Work to complete: From the entries below, gather each line containing the word "down".

Excerpted data:
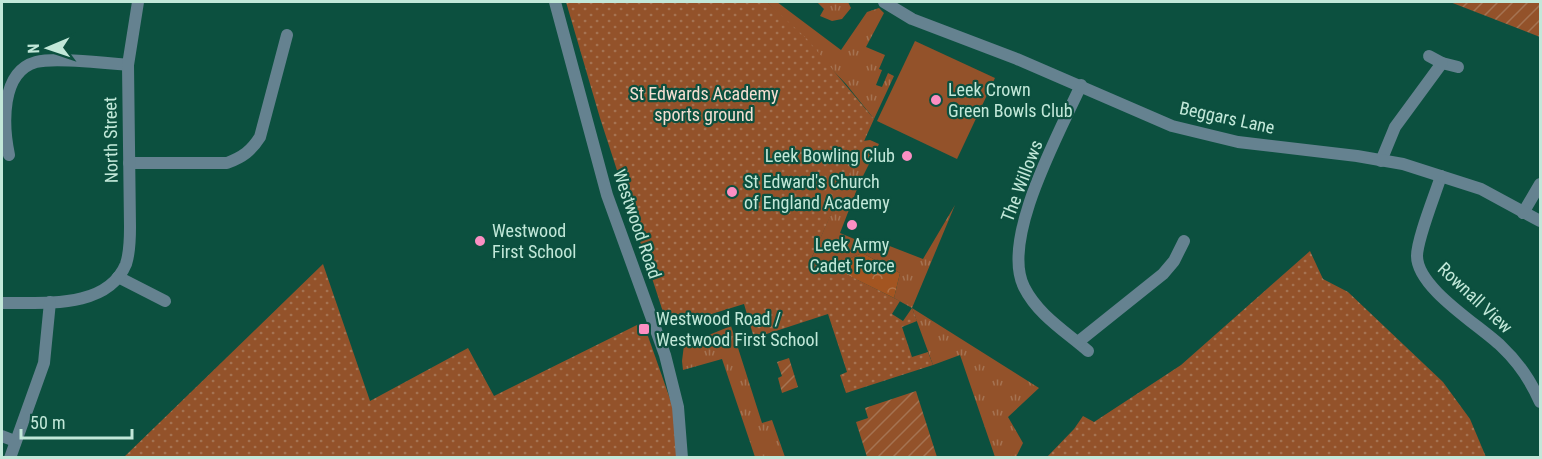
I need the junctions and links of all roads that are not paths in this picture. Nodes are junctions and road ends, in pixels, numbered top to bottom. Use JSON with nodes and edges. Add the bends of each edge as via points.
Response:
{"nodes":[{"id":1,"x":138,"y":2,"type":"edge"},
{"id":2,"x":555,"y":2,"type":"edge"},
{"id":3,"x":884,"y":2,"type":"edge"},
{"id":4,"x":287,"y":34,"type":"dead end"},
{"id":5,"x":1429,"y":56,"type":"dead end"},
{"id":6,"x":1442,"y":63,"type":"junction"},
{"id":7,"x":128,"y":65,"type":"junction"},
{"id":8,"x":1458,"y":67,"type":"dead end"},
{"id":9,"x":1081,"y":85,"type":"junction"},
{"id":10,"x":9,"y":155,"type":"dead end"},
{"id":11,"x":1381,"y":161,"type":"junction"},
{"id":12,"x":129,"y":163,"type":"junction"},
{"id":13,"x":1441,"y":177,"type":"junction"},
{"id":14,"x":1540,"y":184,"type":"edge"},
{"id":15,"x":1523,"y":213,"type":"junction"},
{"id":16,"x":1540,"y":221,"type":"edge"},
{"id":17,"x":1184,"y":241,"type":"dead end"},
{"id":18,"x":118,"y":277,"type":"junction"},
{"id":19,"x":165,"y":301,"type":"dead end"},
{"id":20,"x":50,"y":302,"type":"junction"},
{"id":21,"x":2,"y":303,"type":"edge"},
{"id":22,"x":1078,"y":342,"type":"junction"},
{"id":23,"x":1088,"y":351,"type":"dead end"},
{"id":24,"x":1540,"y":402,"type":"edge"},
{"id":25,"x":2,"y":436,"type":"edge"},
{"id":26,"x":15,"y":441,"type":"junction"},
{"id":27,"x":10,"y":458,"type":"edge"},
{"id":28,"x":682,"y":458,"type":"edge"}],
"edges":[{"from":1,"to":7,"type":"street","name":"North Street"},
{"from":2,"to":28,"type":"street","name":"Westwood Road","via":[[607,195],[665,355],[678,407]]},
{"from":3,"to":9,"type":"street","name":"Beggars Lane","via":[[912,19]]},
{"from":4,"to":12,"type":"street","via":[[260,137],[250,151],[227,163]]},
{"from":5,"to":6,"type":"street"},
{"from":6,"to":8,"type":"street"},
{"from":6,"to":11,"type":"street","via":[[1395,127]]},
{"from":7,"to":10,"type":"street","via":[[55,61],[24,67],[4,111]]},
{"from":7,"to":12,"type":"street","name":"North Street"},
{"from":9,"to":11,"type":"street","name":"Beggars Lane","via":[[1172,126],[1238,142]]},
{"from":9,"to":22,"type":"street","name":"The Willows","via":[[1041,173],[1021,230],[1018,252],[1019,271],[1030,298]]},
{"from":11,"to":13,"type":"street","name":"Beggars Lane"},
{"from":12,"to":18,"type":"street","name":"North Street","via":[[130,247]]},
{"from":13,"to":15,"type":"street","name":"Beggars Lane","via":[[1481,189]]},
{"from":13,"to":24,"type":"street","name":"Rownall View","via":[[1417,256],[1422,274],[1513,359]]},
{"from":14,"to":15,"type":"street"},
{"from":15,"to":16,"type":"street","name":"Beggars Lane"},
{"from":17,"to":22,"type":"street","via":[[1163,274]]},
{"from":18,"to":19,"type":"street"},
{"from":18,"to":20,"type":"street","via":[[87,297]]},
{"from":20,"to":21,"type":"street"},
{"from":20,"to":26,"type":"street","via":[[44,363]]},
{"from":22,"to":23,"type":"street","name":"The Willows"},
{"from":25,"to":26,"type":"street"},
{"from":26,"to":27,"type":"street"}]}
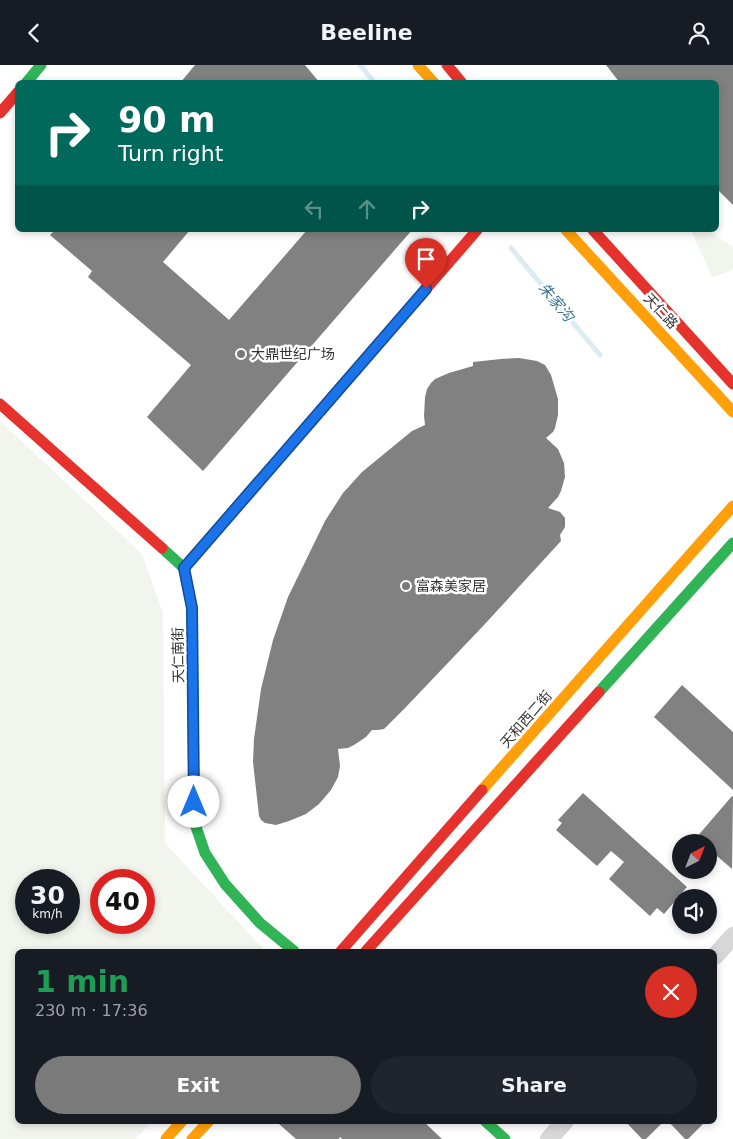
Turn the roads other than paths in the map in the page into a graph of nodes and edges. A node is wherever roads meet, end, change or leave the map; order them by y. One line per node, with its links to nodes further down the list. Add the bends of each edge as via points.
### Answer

==

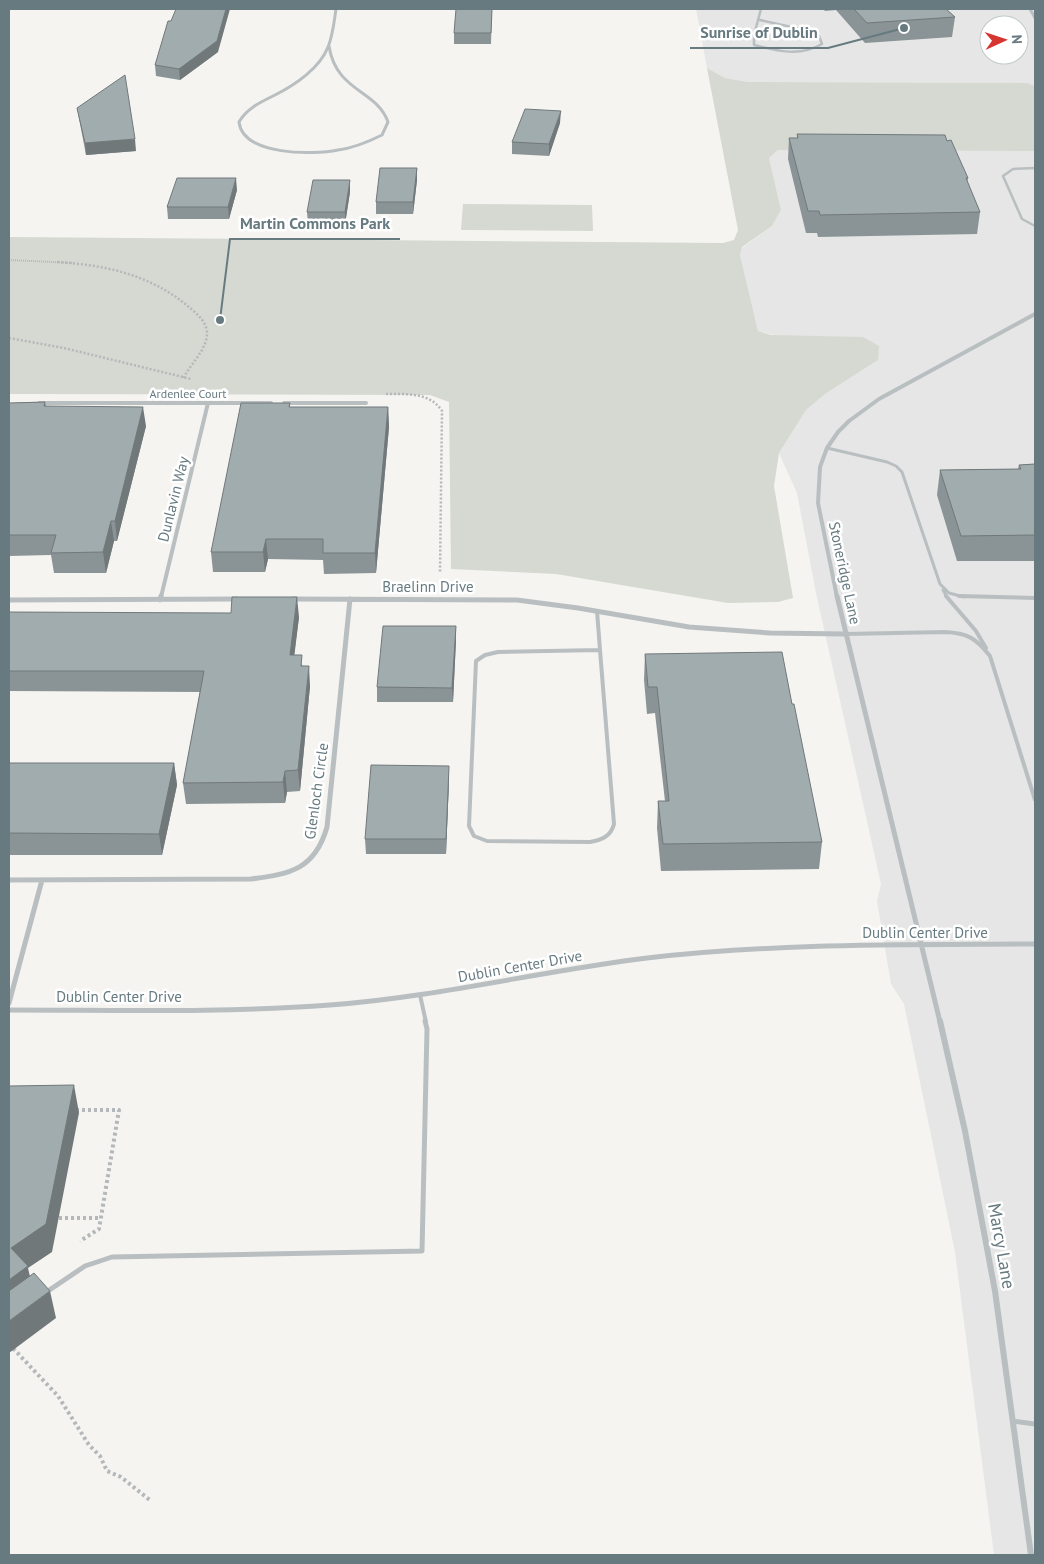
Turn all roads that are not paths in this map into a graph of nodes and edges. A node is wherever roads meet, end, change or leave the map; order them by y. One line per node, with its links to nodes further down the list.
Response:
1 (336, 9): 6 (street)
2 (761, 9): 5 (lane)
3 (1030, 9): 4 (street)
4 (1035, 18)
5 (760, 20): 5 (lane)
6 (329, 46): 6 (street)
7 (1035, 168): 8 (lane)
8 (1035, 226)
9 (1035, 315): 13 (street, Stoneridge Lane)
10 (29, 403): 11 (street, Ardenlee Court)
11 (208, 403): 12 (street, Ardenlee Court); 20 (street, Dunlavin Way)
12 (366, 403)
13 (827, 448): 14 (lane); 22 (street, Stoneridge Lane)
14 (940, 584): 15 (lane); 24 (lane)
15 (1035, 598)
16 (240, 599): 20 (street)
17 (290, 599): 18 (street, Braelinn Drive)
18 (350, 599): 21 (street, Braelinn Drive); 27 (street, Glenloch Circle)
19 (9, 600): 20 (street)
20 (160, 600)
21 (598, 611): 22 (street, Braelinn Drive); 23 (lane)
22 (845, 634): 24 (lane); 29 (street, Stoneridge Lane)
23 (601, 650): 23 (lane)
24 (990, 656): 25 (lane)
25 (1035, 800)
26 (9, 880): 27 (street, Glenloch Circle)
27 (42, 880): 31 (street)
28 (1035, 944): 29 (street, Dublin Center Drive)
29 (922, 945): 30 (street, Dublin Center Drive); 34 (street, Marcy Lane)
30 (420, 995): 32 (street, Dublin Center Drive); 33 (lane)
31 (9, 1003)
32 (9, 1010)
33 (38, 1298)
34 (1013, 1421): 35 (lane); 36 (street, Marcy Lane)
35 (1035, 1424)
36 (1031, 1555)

Answer space:
Turn the roads other than paths in the map in the page into a graph of nodes and edges. A node is wherever roads meet, end, change or leave the map; order them by y. One line per node, with its links to nodes further down the list. Add the bends of each edge as via points.
Turn all roads that are not paths in this map into a graph of nodes and edges. A node is wherever roads meet, end, change or leave the map; order them by y. One line per node, with its links to nodes further down the list.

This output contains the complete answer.